Am besten schneidet dabei innerhalb einer von Ellenberg getroffenen Auswahl das Buch »Der Distelfink« von Donna Tartts ab, dessen »Popular Highlights« allesamt aus den letzten 20 Seiten des Buches stammen. Einen mittleren Wert erreichte die Sado-Maso-Erzählung »Fifty Shades of Grey«. Am unteren Ende von Ellenbergs Skala — und somit potenziell von den meisten Lesern nicht zu Ende gebracht — stehen »Eine kurze Geschichte der Zeit« von Stephen Hawking und eines der meistdiskutierten Bücher des Frühjahrs 2014, »Das Kapital im 21. Jahrhundert« von Thomas Piketty. Das Buch Pikettys ist ein 700-Seiten-Werk, bei dem die meisten Leser möglicherweise nicht über Seite 26 hinausgekommen sind — denn von dort stammt das »Popular Highlight« mit der höchsten Seitenzahl dieses Buchs.

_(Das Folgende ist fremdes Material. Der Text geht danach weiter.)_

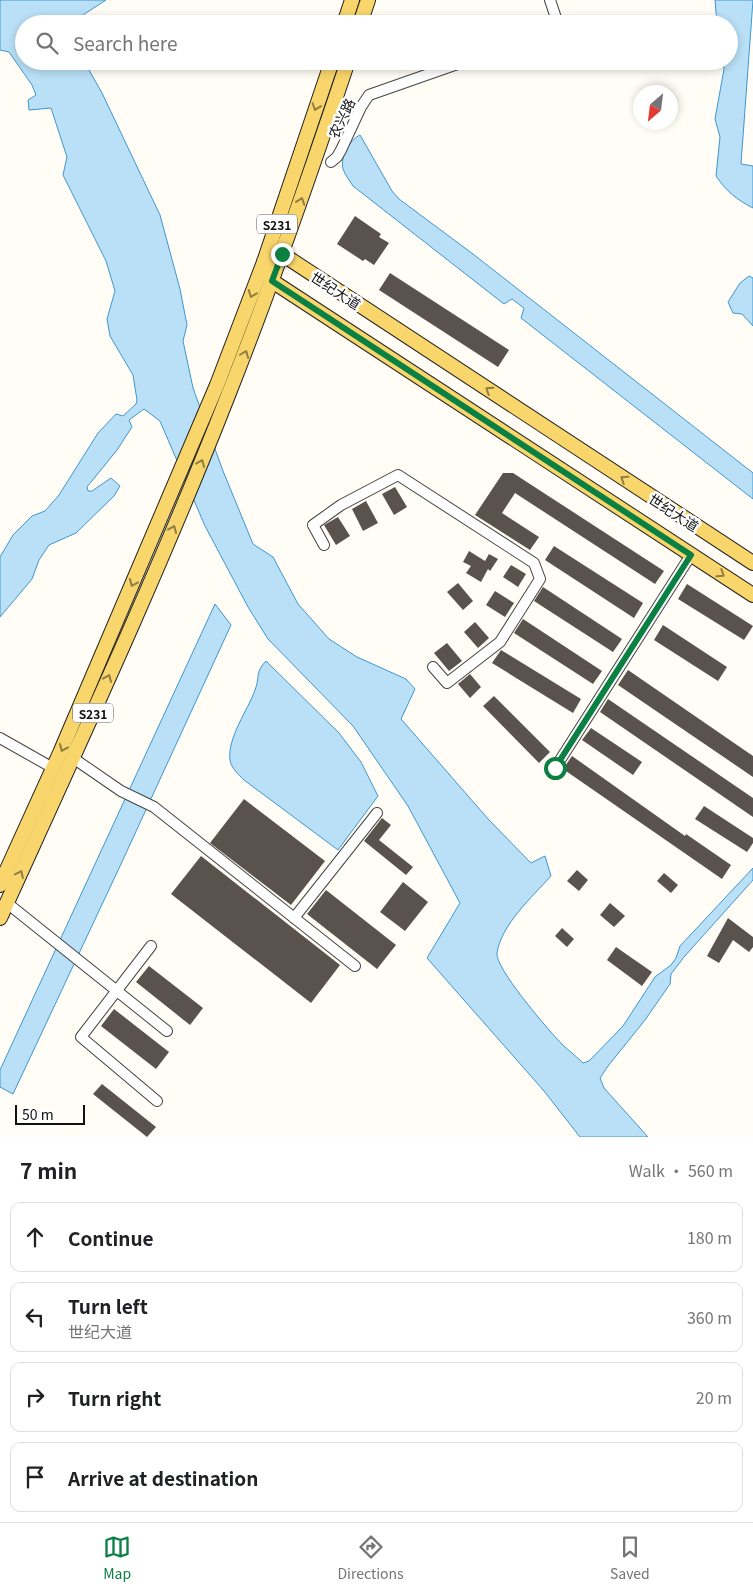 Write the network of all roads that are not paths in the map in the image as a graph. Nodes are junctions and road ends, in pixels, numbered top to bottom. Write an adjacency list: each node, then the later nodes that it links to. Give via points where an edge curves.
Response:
1 (352, 0): 4 (main road)
2 (368, 0): 5 (main road)
3 (550, 0): 6 (street)
4 (347, 15)
5 (363, 15)
6 (555, 15)
7 (329, 70): 12 (main road, S231, one-way to 12)
8 (345, 70): 11 (main road, S231, one-way to 8)
9 (439, 70): 10 (street, 农兴路, via 377,91 364,100 341,150)
10 (331, 162)
11 (282, 254): 12 (main road); 13 (main road, S231); 16 (main road, 世纪大道, one-way to 11)
12 (264, 262): 13 (main road); 21 (main road, S231, one-way to 21, via 217,385)
13 (272, 281): 15 (main road, 世纪大道); 20 (main road, S231, one-way to 13, via 182,508)
14 (324, 545): 18 (street, via 313,524 398,475 534,563 540,579 500,642 447,684)
15 (691, 555): 17 (main road, 世纪大道, one-way to 17); 22 (street)
16 (753, 563)
17 (753, 595)
18 (433, 667)
19 (0, 738): 21 (street)
20 (73, 758): 25 (main road, S231, one-way to 20); 27 (street, via 121,791 154,807)
21 (54, 768): 24 (main road, S231)
22 (555, 768)
23 (377, 813): 27 (street)
24 (0, 885)
25 (7, 903): 26 (main road, S231); 30 (street)
26 (0, 918)
27 (294, 918): 29 (street)
28 (151, 946): 30 (street)
29 (355, 966)
30 (117, 990): 31 (street); 32 (street, via 81,1037)
31 (167, 1031)
32 (158, 1101)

Ellenbergs Ansatz ist aber nicht nur unterhaltsam, er lenkt auch mal wieder den Blick darauf, was die Datenkraken, deren Dienste die meisten von uns ziemlich regelmäßig und oft sogar täglich nutzen, an Wissen über uns anhäufen — und wie man dieses Wissen mit irgendwelchen windigen Algorithmen aufbereiten kann.

Sie werden sehen.

 

P.S.: Schon im Jahr 2009 hatte Amazon einmal kurz aufblitzen lassen, was mit moderner Technik alles möglich ist — und film-tv-video.de hatte sich in einem Editorial damit befasst: Geliehenes Leben.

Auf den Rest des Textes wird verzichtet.